What this task involves: Pictures aside, repeat every record below exactly.

Collected data entries:

• • •

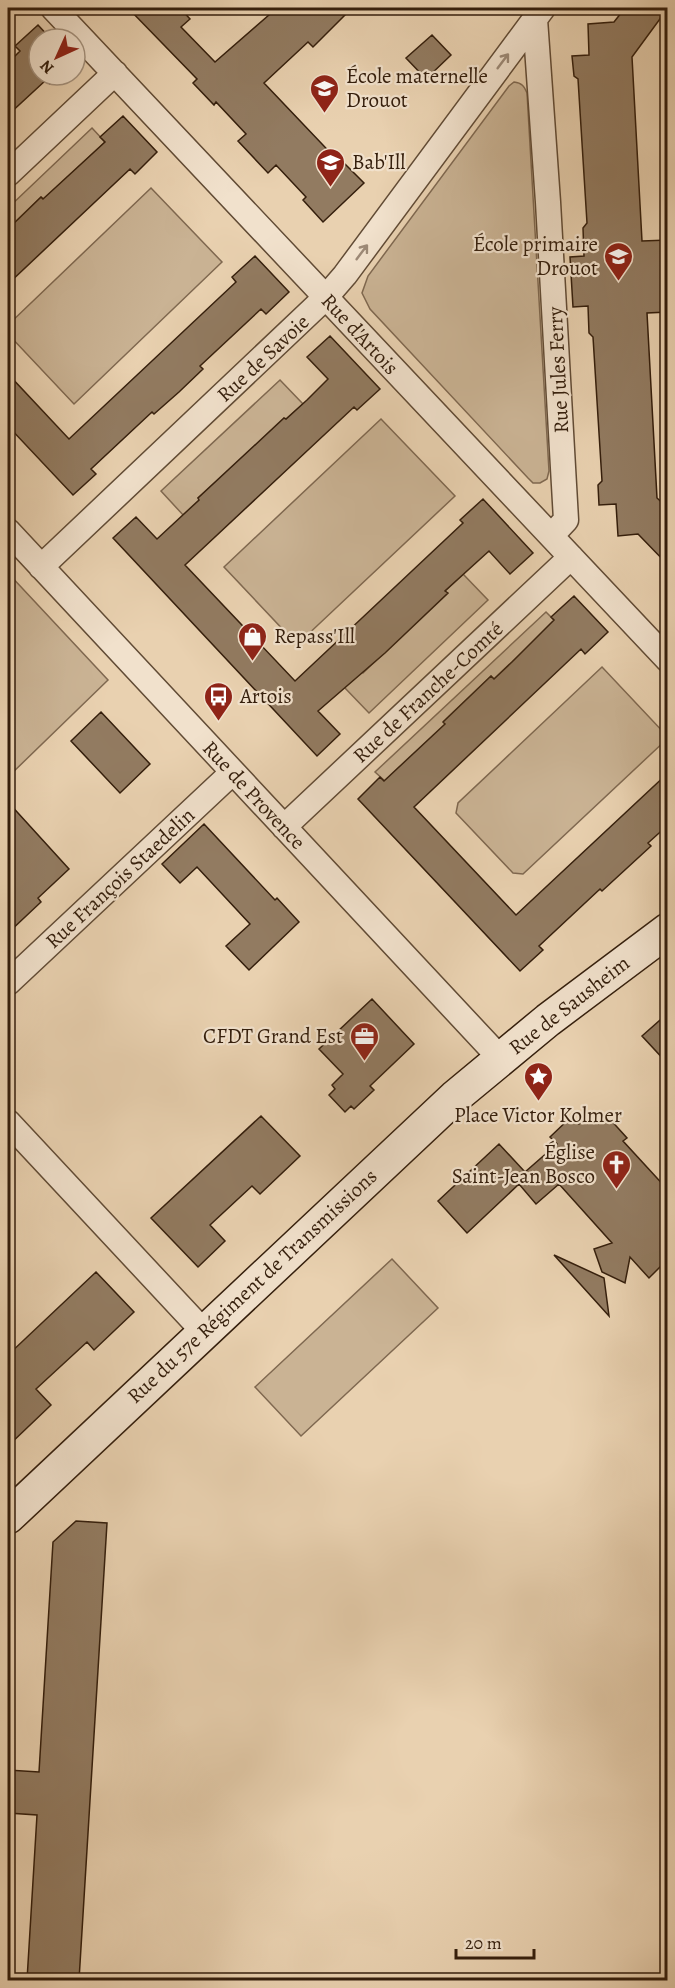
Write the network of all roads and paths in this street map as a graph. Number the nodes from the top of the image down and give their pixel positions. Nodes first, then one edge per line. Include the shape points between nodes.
1 (53, 8) edge
2 (539, 13) edge
3 (115, 73) junction
4 (8, 174) edge
5 (326, 297) junction
6 (8, 531) edge
7 (551, 536) junction
8 (571, 557) junction
9 (41, 567) junction
10 (668, 660) edge
11 (233, 772) junction
12 (284, 827) junction
13 (668, 930) edge
14 (8, 983) edge
15 (501, 1059) junction
16 (8, 1122) edge
17 (204, 1332) junction
18 (8, 1517) edge

1 - 3 street, Rue d'Artois
5 -> 2 street, Rue de Savoie
2 - 7 street, Rue Jules Ferry via 566,520
3 - 4 street
3 - 5 street, Rue d'Artois
5 - 7 street, Rue d'Artois
5 - 9 street, Rue de Savoie
6 - 9 street, Rue de Provence
7 - 8 street, Rue d'Artois
8 - 10 street, Rue d'Artois
8 - 12 street, Rue de Franche-Comté
9 - 11 street, Rue de Provence
11 - 12 street, Rue de Provence
11 - 14 street, Rue François Staedelin
12 - 15 street, Rue de Provence
13 - 15 main road, Rue de Sausheim
15 - 17 main road, Rue du 57e Régiment de Transmissions via 454,1097
16 - 17 street
17 - 18 main road, Rue du 57e Régiment de Transmissions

• • •

Task output:
Write the network of all roads and paths in this street map as a graph. Number the nodes from the top of the image down and give their pixel positions. Nodes first, then one edge per line. Include the shape points between nodes.
1 (53, 8) edge
2 (539, 13) edge
3 (115, 73) junction
4 (8, 174) edge
5 (326, 297) junction
6 (8, 531) edge
7 (551, 536) junction
8 (571, 557) junction
9 (41, 567) junction
10 (668, 660) edge
11 (233, 772) junction
12 (284, 827) junction
13 (668, 930) edge
14 (8, 983) edge
15 (501, 1059) junction
16 (8, 1122) edge
17 (204, 1332) junction
18 (8, 1517) edge

1 - 3 street, Rue d'Artois
5 -> 2 street, Rue de Savoie
2 - 7 street, Rue Jules Ferry via 566,520
3 - 4 street
3 - 5 street, Rue d'Artois
5 - 7 street, Rue d'Artois
5 - 9 street, Rue de Savoie
6 - 9 street, Rue de Provence
7 - 8 street, Rue d'Artois
8 - 10 street, Rue d'Artois
8 - 12 street, Rue de Franche-Comté
9 - 11 street, Rue de Provence
11 - 12 street, Rue de Provence
11 - 14 street, Rue François Staedelin
12 - 15 street, Rue de Provence
13 - 15 main road, Rue de Sausheim
15 - 17 main road, Rue du 57e Régiment de Transmissions via 454,1097
16 - 17 street
17 - 18 main road, Rue du 57e Régiment de Transmissions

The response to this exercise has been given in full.